→ **Task description**:
Your result should be the lines holding the word "joint", copied from the entries below.

→ **Entries provided**:

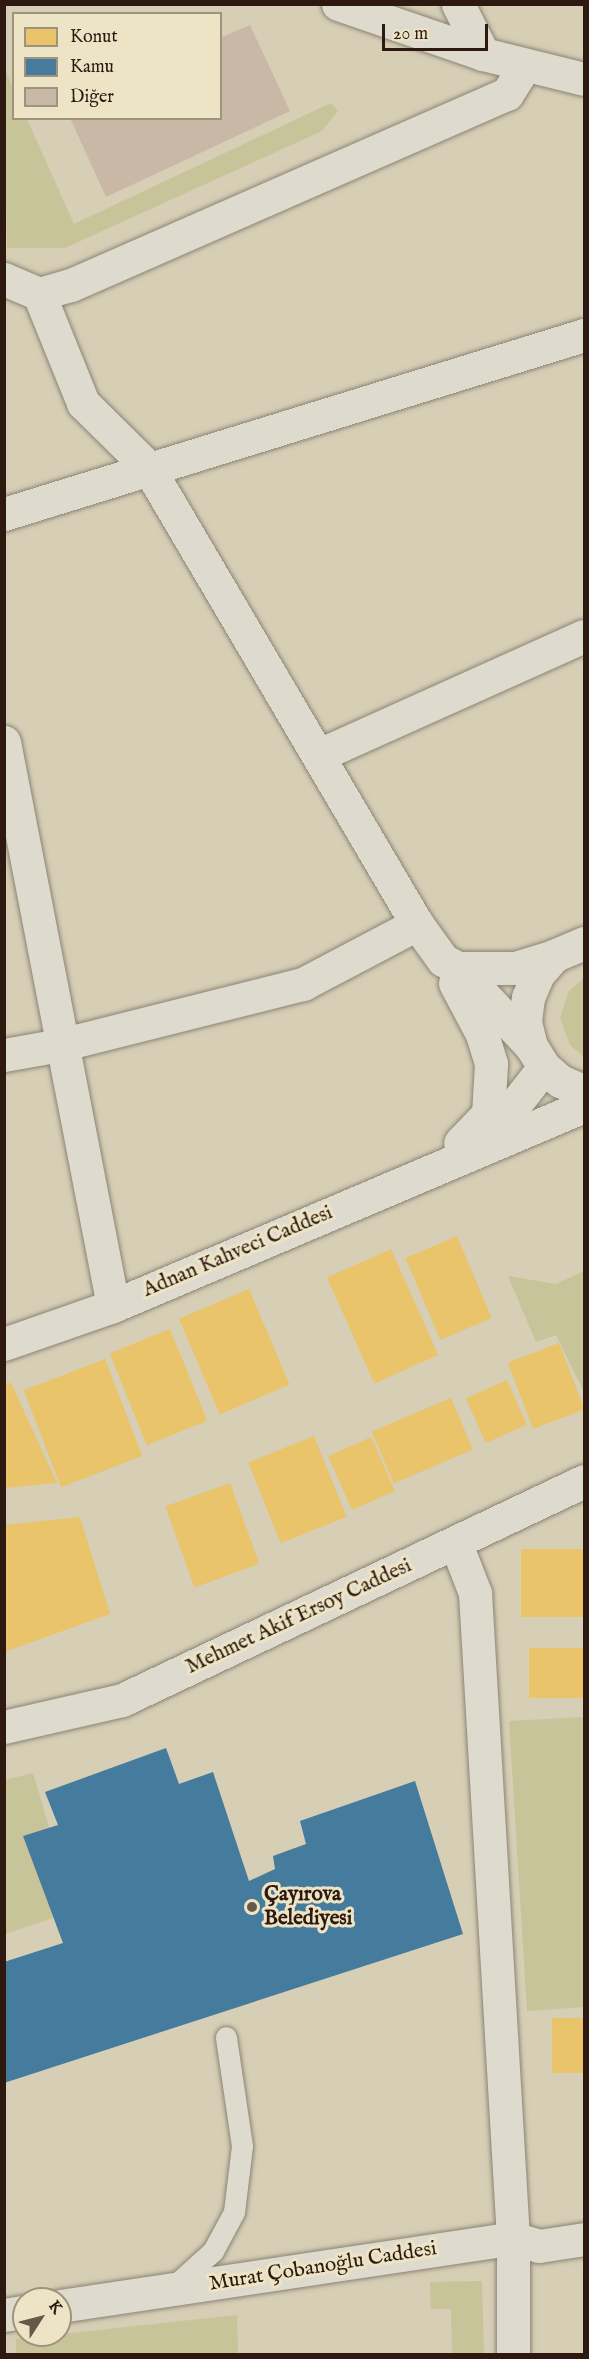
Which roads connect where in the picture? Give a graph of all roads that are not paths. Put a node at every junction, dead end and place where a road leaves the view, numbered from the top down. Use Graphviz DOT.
graph roads {
  1 [pos="338,4"];
  2 [pos="458,4"];
  3 [pos="483,54"];
  4 [pos="525,65"];
  5 [pos="585,79"];
  6 [pos="4,279"];
  7 [pos="39,294"];
  8 [pos="585,335"];
  9 [pos="148,467"];
  10 [pos="4,514"];
  11 [pos="585,636"];
  12 [pos="4,742"];
  13 [pos="319,755"];
  14 [pos="8,792"];
  15 [pos="417,924"];
  16 [pos="585,943"];
  17 [pos="554,956"];
  18 [pos="451,964"];
  19 [pos="60,1045"];
  20 [pos="4,1055"];
  21 [pos="538,1057"];
  22 [pos="585,1091"];
  23 [pos="585,1106"];
  24 [pos="469,1152"];
  25 [pos="423,1172"];
  26 [pos="113,1306"];
  27 [pos="4,1344"];
  28 [pos="585,1481"];
  29 [pos="456,1544"];
  30 [pos="4,1727"];
  31 [pos="226,2037"];
  32 [pos="513,2238"];
  33 [pos="585,2239"];
  34 [pos="170,2290"];
  35 [pos="72,2304"];
  36 [pos="513,2355"];
  1 -- 3 [label="street"];
  2 -- 3 [label="street"];
  3 -- 4 [label="street"];
  4 -- 5 [label="street"];
  4 -- 7 [label="street"];
  6 -- 7 [label="street"];
  7 -- 9 [label="street"];
  8 -- 9 [label="street"];
  9 -- 10 [label="street"];
  9 -- 13 [label="street"];
  11 -- 13 [label="street"];
  12 -- 14 [label="street"];
  13 -- 15 [label="street"];
  14 -- 19 [label="street"];
  15 -- 18 [label="street"];
  15 -- 19 [label="street"];
  16 -- 17 [label="street"];
  17 -- 18 [label="street"];
  17 -- 21 [label="street"];
  18 -- 21 [label="street"];
  18 -- 25 [label="street"];
  19 -- 20 [label="street"];
  19 -- 26 [label="street"];
  21 -- 22 [label="street"];
  21 -- 24 [label="street, Adnan Kahveci Caddesi"];
  23 -- 24 [label="street, Adnan Kahveci Caddesi"];
  24 -- 25 [label="street, Adnan Kahveci Caddesi"];
  25 -- 26 [label="street, Adnan Kahveci Caddesi"];
  26 -- 27 [label="street, Adnan Kahveci Caddesi"];
  28 -- 29 [label="street, Mehmet Akif Ersoy Caddesi"];
  29 -- 30 [label="street, Mehmet Akif Ersoy Caddesi"];
  29 -- 32 [label="street"];
  31 -- 34 [label="lane"];
  32 -- 33 [label="street, Murat Çobanoğlu Caddesi"];
  32 -- 34 [label="street, Murat Çobanoğlu Caddesi"];
  32 -- 36 [label="street"];
  34 -- 35 [label="street, Murat Çobanoğlu Caddesi"];
}
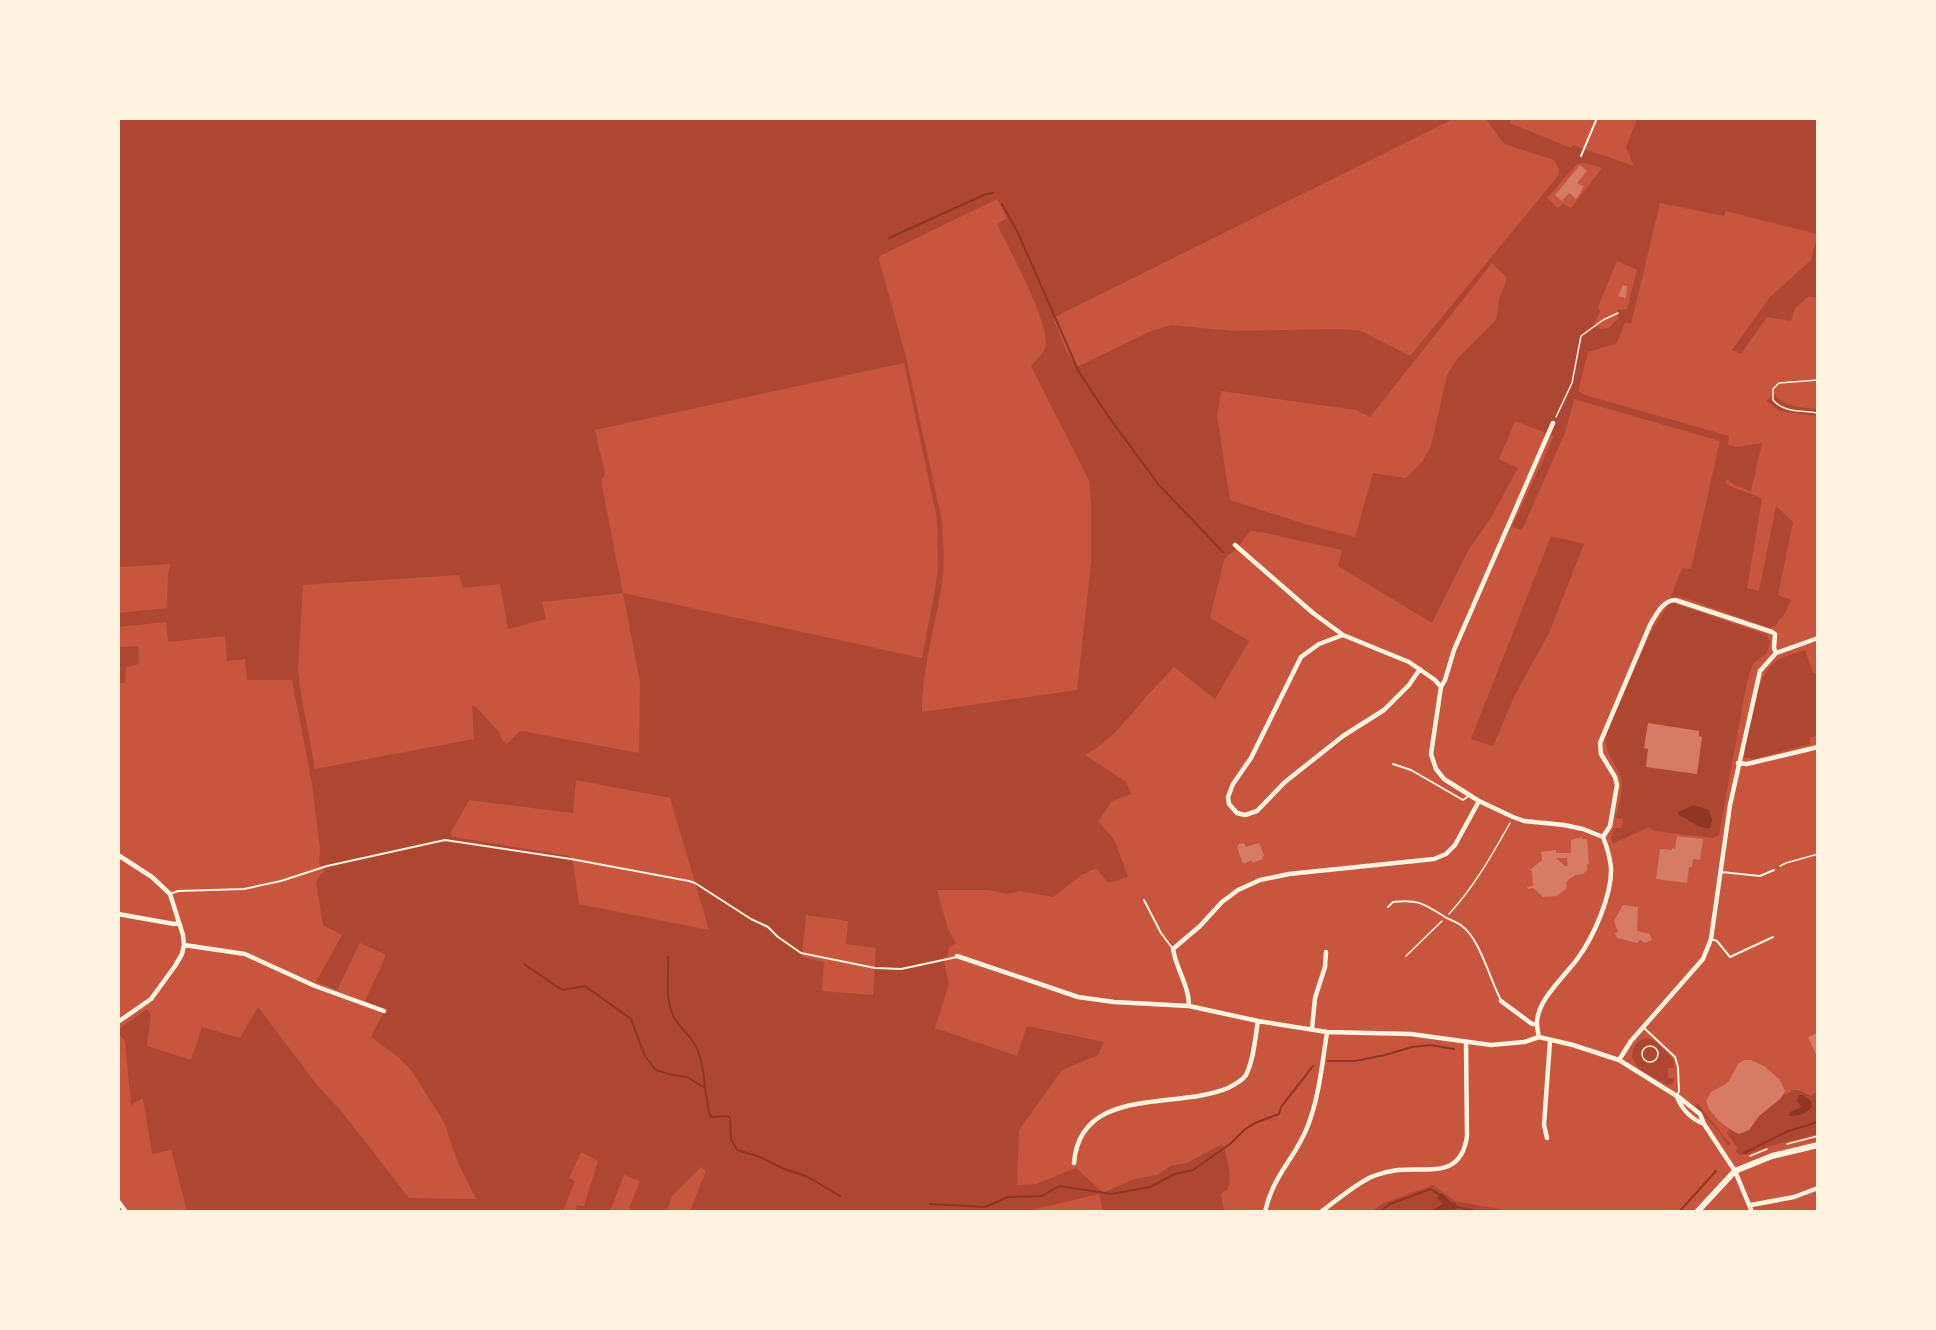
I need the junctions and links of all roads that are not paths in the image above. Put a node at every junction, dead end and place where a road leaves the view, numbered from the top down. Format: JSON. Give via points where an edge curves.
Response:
{"nodes":[{"id":1,"x":1597,"y":118,"type":"edge"},
{"id":2,"x":1581,"y":156,"type":"dead end"},
{"id":3,"x":1553,"y":423,"type":"road end"},
{"id":4,"x":1235,"y":545,"type":"dead end"},
{"id":5,"x":1343,"y":635,"type":"junction"},
{"id":6,"x":1818,"y":638,"type":"edge"},
{"id":7,"x":1776,"y":653,"type":"junction"},
{"id":8,"x":1420,"y":669,"type":"junction"},
{"id":9,"x":1441,"y":687,"type":"junction"},
{"id":10,"x":1818,"y":747,"type":"edge"},
{"id":11,"x":1738,"y":763,"type":"junction"},
{"id":12,"x":1393,"y":764,"type":"dead end"},
{"id":13,"x":1470,"y":795,"type":"junction"},
{"id":14,"x":1479,"y":801,"type":"junction"},
{"id":15,"x":1603,"y":837,"type":"junction"},
{"id":16,"x":118,"y":855,"type":"edge"},
{"id":17,"x":1774,"y":870,"type":"road end"},
{"id":18,"x":1720,"y":871,"type":"junction"},
{"id":19,"x":170,"y":894,"type":"junction"},
{"id":20,"x":1144,"y":900,"type":"dead end"},
{"id":21,"x":1388,"y":907,"type":"dead end"},
{"id":22,"x":118,"y":914,"type":"edge"},
{"id":23,"x":179,"y":923,"type":"junction"},
{"id":24,"x":1773,"y":938,"type":"dead end"},
{"id":25,"x":1711,"y":939,"type":"junction"},
{"id":26,"x":184,"y":945,"type":"junction"},
{"id":27,"x":1173,"y":949,"type":"junction"},
{"id":28,"x":1326,"y":952,"type":"dead end"},
{"id":29,"x":957,"y":956,"type":"joint"},
{"id":30,"x":1501,"y":1001,"type":"joint"},
{"id":31,"x":1189,"y":1006,"type":"junction"},
{"id":32,"x":384,"y":1011,"type":"dead end"},
{"id":33,"x":1258,"y":1021,"type":"junction"},
{"id":34,"x":118,"y":1022,"type":"edge"},
{"id":35,"x":1537,"y":1024,"type":"junction"},
{"id":36,"x":1643,"y":1027,"type":"junction"},
{"id":37,"x":1312,"y":1029,"type":"junction"},
{"id":38,"x":1327,"y":1032,"type":"junction"},
{"id":39,"x":1539,"y":1037,"type":"junction"},
{"id":40,"x":1550,"y":1041,"type":"junction"},
{"id":41,"x":1466,"y":1042,"type":"junction"},
{"id":42,"x":1619,"y":1060,"type":"junction"},
{"id":43,"x":1676,"y":1097,"type":"junction"},
{"id":44,"x":1547,"y":1138,"type":"dead end"},
{"id":45,"x":1818,"y":1145,"type":"edge"},
{"id":46,"x":1074,"y":1163,"type":"dead end"},
{"id":47,"x":1735,"y":1171,"type":"junction"},
{"id":48,"x":1818,"y":1188,"type":"edge"},
{"id":49,"x":118,"y":1201,"type":"edge"},
{"id":50,"x":1750,"y":1205,"type":"junction"},
{"id":51,"x":126,"y":1212,"type":"edge"},
{"id":52,"x":1265,"y":1212,"type":"edge"},
{"id":53,"x":1321,"y":1212,"type":"edge"},
{"id":54,"x":1697,"y":1212,"type":"edge"},
{"id":55,"x":1752,"y":1212,"type":"edge"}],
"edges":[{"from":1,"to":2,"type":"lane"},
{"from":3,"to":9,"type":"street"},
{"from":4,"to":5,"type":"street"},
{"from":5,"to":8,"type":"street"},
{"from":5,"to":8,"type":"street","via":[[1319,644],[1301,657],[1228,796],[1237,813],[1257,811],[1343,736],[1384,710]]},
{"from":6,"to":7,"type":"street"},
{"from":7,"to":11,"type":"street","via":[[1760,671]]},
{"from":7,"to":15,"type":"street","via":[[1772,632],[1675,600],[1660,608],[1600,743],[1601,754],[1617,785],[1611,826]]},
{"from":8,"to":9,"type":"street"},
{"from":9,"to":13,"type":"street","via":[[1431,754],[1443,779]]},
{"from":10,"to":11,"type":"street"},
{"from":11,"to":18,"type":"street"},
{"from":12,"to":13,"type":"lane","via":[[1463,800]]},
{"from":13,"to":14,"type":"street"},
{"from":14,"to":15,"type":"street","via":[[1524,821],[1583,829]]},
{"from":14,"to":27,"type":"street","via":[[1446,854],[1434,859],[1260,880],[1238,890]]},
{"from":15,"to":35,"type":"street","via":[[1611,867],[1606,899],[1590,939],[1552,990],[1538,1014]]},
{"from":16,"to":19,"type":"street"},
{"from":17,"to":18,"type":"lane","via":[[1760,876]]},
{"from":18,"to":25,"type":"street"},
{"from":19,"to":23,"type":"street"},
{"from":19,"to":29,"type":"lane","via":[[244,889],[445,840],[695,883],[768,927],[801,953],[875,968],[901,969]]},
{"from":20,"to":27,"type":"lane"},
{"from":21,"to":30,"type":"lane","via":[[1393,902],[1417,901],[1463,927],[1482,955]]},
{"from":22,"to":23,"type":"street"},
{"from":23,"to":26,"type":"street"},
{"from":24,"to":25,"type":"lane","via":[[1730,957]]},
{"from":25,"to":36,"type":"street","via":[[1703,959]]},
{"from":26,"to":32,"type":"street","via":[[245,954],[315,986]]},
{"from":26,"to":34,"type":"street","via":[[175,966],[151,999]]},
{"from":27,"to":31,"type":"street","via":[[1189,994]]},
{"from":28,"to":37,"type":"street"},
{"from":29,"to":31,"type":"street","via":[[1078,997]]},
{"from":30,"to":35,"type":"street"},
{"from":31,"to":33,"type":"street"},
{"from":33,"to":37,"type":"street"},
{"from":33,"to":46,"type":"street","via":[[1245,1076],[1234,1085],[1220,1091],[1105,1112],[1083,1131],[1075,1148]]},
{"from":35,"to":39,"type":"street"},
{"from":36,"to":42,"type":"street"},
{"from":36,"to":43,"type":"lane","via":[[1675,1057],[1679,1091]]},
{"from":37,"to":38,"type":"street"},
{"from":38,"to":41,"type":"street","via":[[1411,1034]]},
{"from":38,"to":52,"type":"street","via":[[1316,1102],[1306,1130],[1272,1186]]},
{"from":39,"to":40,"type":"street"},
{"from":39,"to":41,"type":"street","via":[[1508,1044]]},
{"from":40,"to":42,"type":"street"},
{"from":40,"to":44,"type":"street","via":[[1544,1125]]},
{"from":41,"to":53,"type":"street","via":[[1467,1136],[1459,1160],[1436,1170],[1397,1170],[1371,1178]]},
{"from":42,"to":43,"type":"street"},
{"from":43,"to":47,"type":"street","via":[[1700,1114]]},
{"from":45,"to":47,"type":"main road","via":[[1772,1156]]},
{"from":47,"to":50,"type":"street"},
{"from":47,"to":54,"type":"main road"},
{"from":48,"to":50,"type":"street"},
{"from":49,"to":51,"type":"street"},
{"from":50,"to":55,"type":"street"}]}
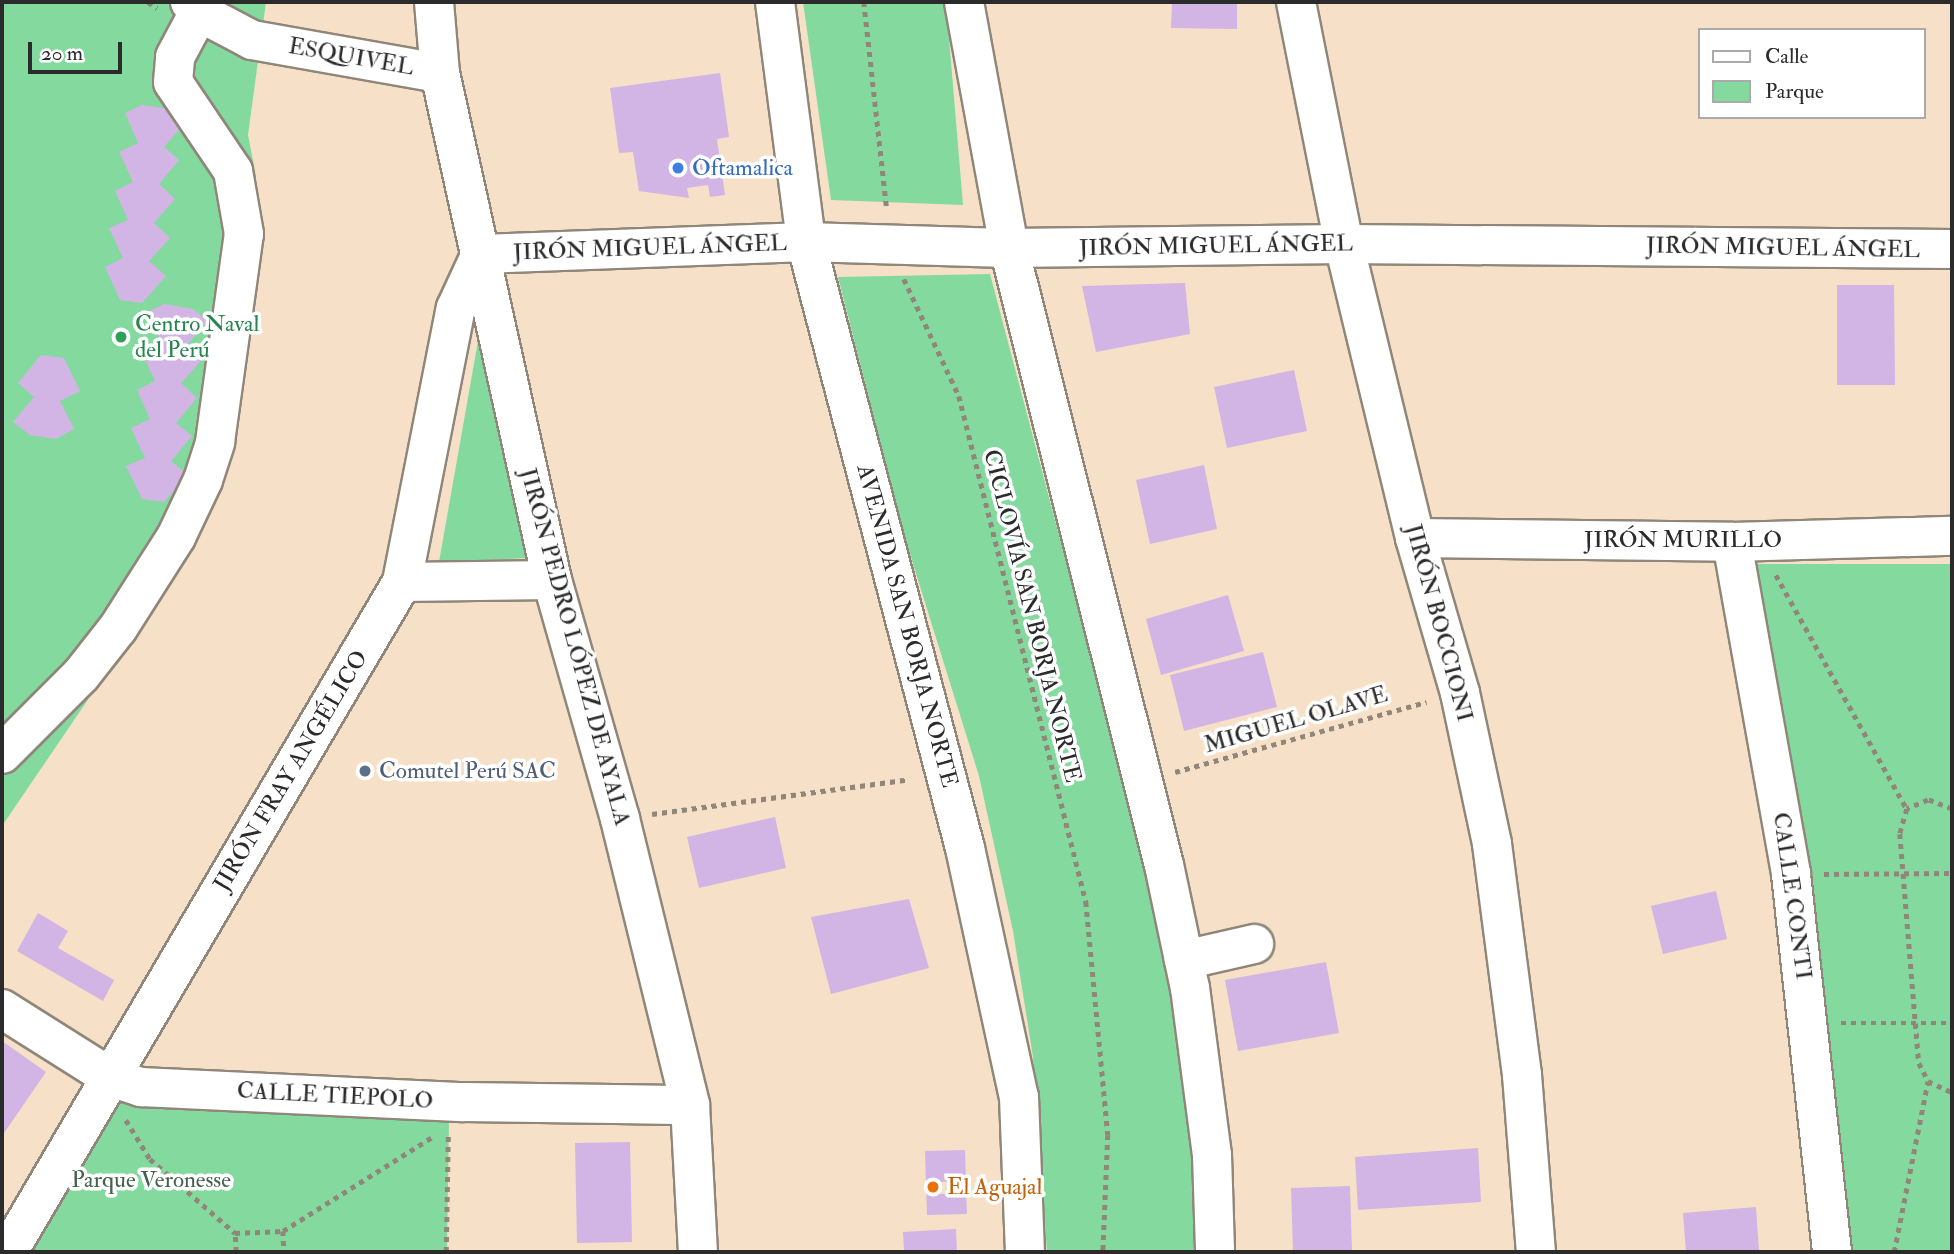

→ **Output for this task**:
{"id":29,"x":957,"y":956,"type":"joint"},
{"id":30,"x":1501,"y":1001,"type":"joint"},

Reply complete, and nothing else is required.